The Larghetto has the character of a funeral march, but although the symphony is dedicated to the memory of King Edward VII, this is not a state funeral. It was sketched in November 1903 when Elgar’s friend, the Liverpool businessman and amateur musician Alfred E. Rodewald, died suddenly at the age of 43. Elgar was deeply distressed. The movement, therefore, is a personal elegy, in C minor, but the simple grandeur of its marchlike melody, wonderfully scored, also makes it apt for national mourning. At one point the oboe sings its own threnody (ad. lib.) above the tread of the brass and basses and the surge of the string tone. In a letter to his publisher written before the first performance, Elgar referred to this oboe passage as a ‘feminine voice lamenting over the broad manly first theme … and like a woman dropping a flower on the man’s grave’. An impassioned climax is followed by the benedictory return of the ‘Spirit of Delight’ theme.

A Rondo takes the place of a scherzo. ‘Very wild and headstrong, with soothing pastoral strains in between and very brilliant’ was Elgar’s description. It begins restlessly, but the second subject has a more measured stride. One of the pastoral strains, introduced by woodwind, generates an extraordinary episode when the ‘malign influence’ from the first movement returns aggressively and is hammered out by drums and roared by the brass, obliterating all else. Elgar associated this passage with lines from Tennyson’s Maud: ‘And my heart is a handful of dust / And the wheels go over my head … / The hoofs of the horses beat / Beat into my scalp and brain’. He described it to orchestras in rehearsal as ‘like that horrible throbbing in the head during some fever’. The nightmare fades and the music slips easily back into its former mode. A dignified, flowing theme opens the finale, followed by a jauntier theme and then by a nobilmente tune written many years earlier as a description of the Hallé’s conductor Hans Richter. These themes are developed, often restlessly, sometimes fugally, until the ‘Spirit of Delight’, expanded and slow, returns in a consolatory coda of rich beauty to end this ‘passionate pilgrimage of a soul’, to use Elgar’s words.

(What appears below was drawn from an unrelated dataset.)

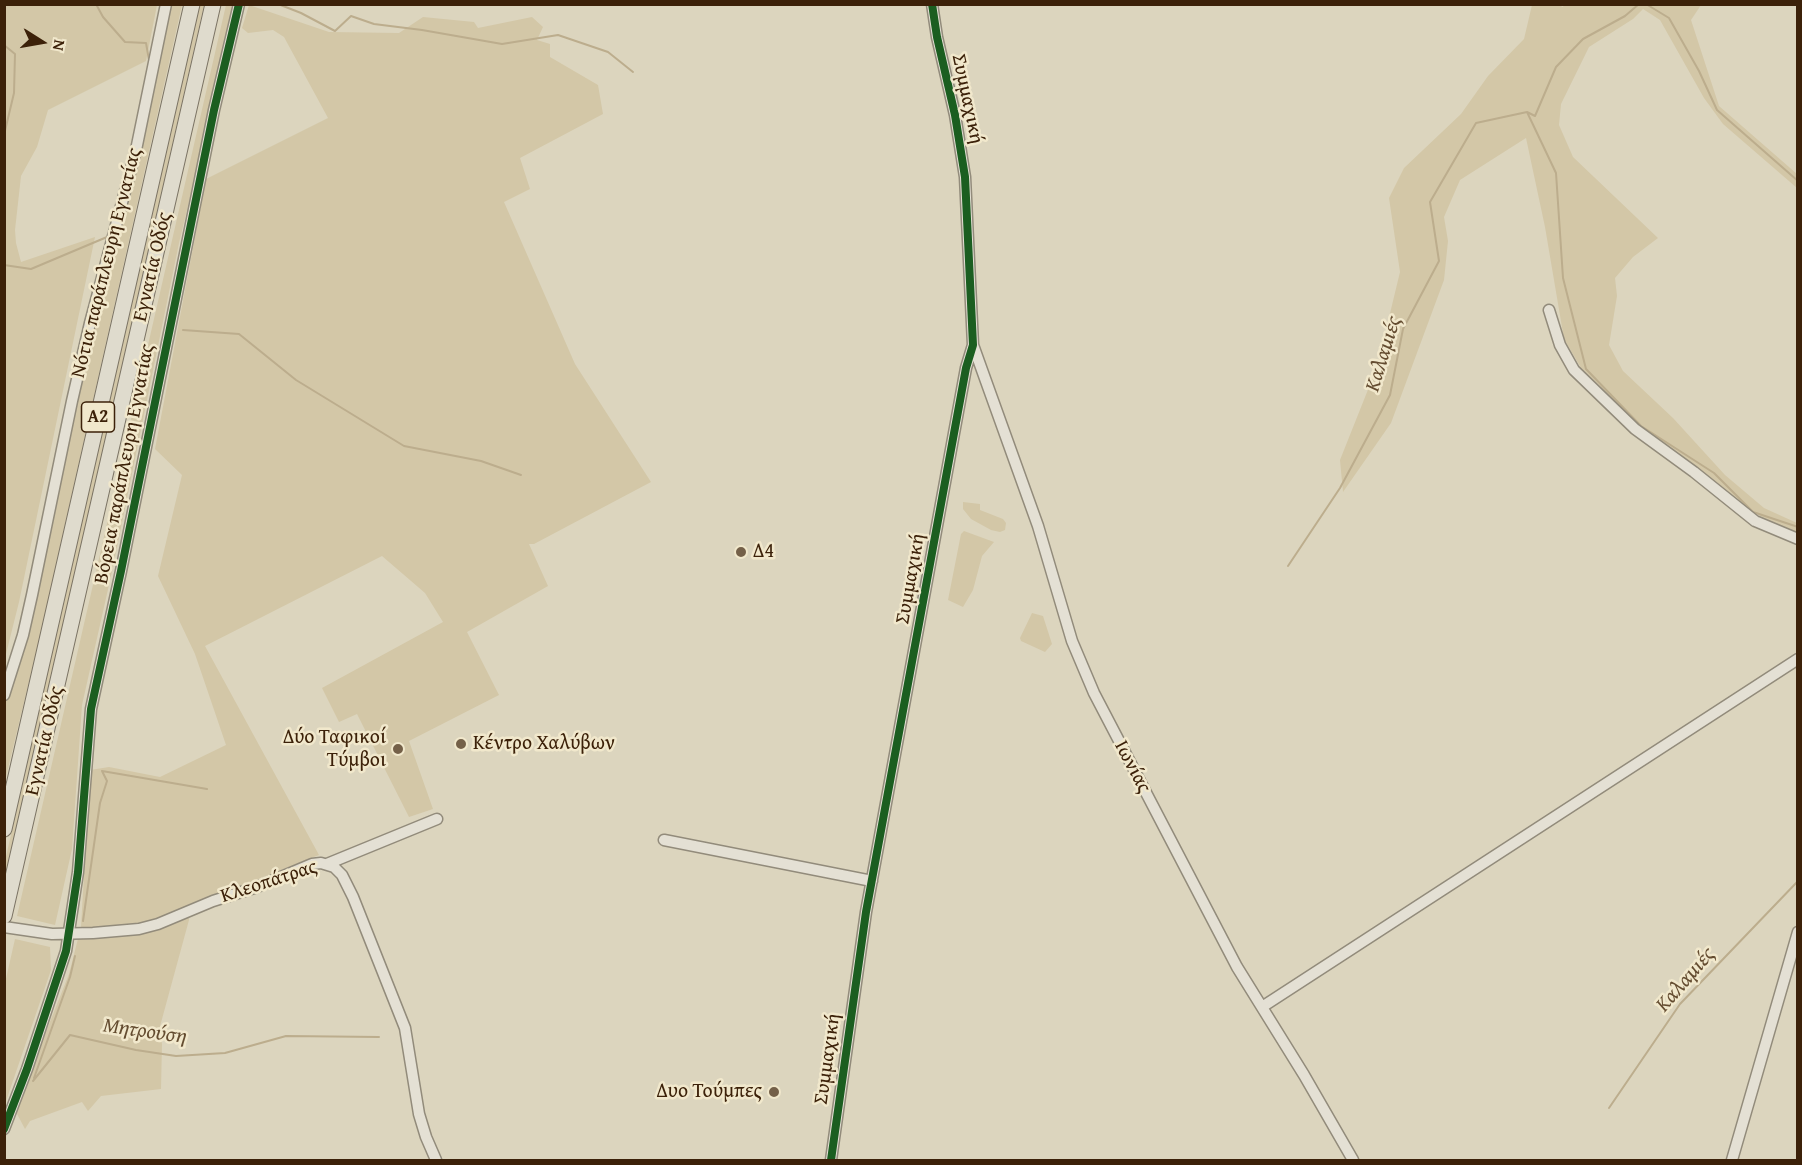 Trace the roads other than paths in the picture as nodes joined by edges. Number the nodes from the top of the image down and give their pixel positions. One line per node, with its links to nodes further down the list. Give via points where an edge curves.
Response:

The Introduction and Allegro was first performed in March 1905 by the strings of the London Symphony Orchestra, for whom it was written. It was not well played and the work took several years to be recognised as a masterpiece. It is laid out for string quartet and full strings and ‘is really a tribute to that sweet borderland [Herefordshire] where I have made my home’. After the grand opening statement for the full strings, the quartet answers with an allegretto theme over which Elgar wrote a quotation from Cymbeline, ‘Smiling with a sigh’. Then a solo viola plays the gorgeous ‘Welsh melody’, so called because Elgar had planned to use it in 1901 in a ‘Welsh Overture’. The Allegro section is in G major. It incorporates ‘a devil of a fugue’ and the work ends with a richly harmonised re-statement of the Welsh theme. Every means of exploiting and exploring the power and variety of string-tone is employed in this concise, wide-ranging yet almost classically designed work.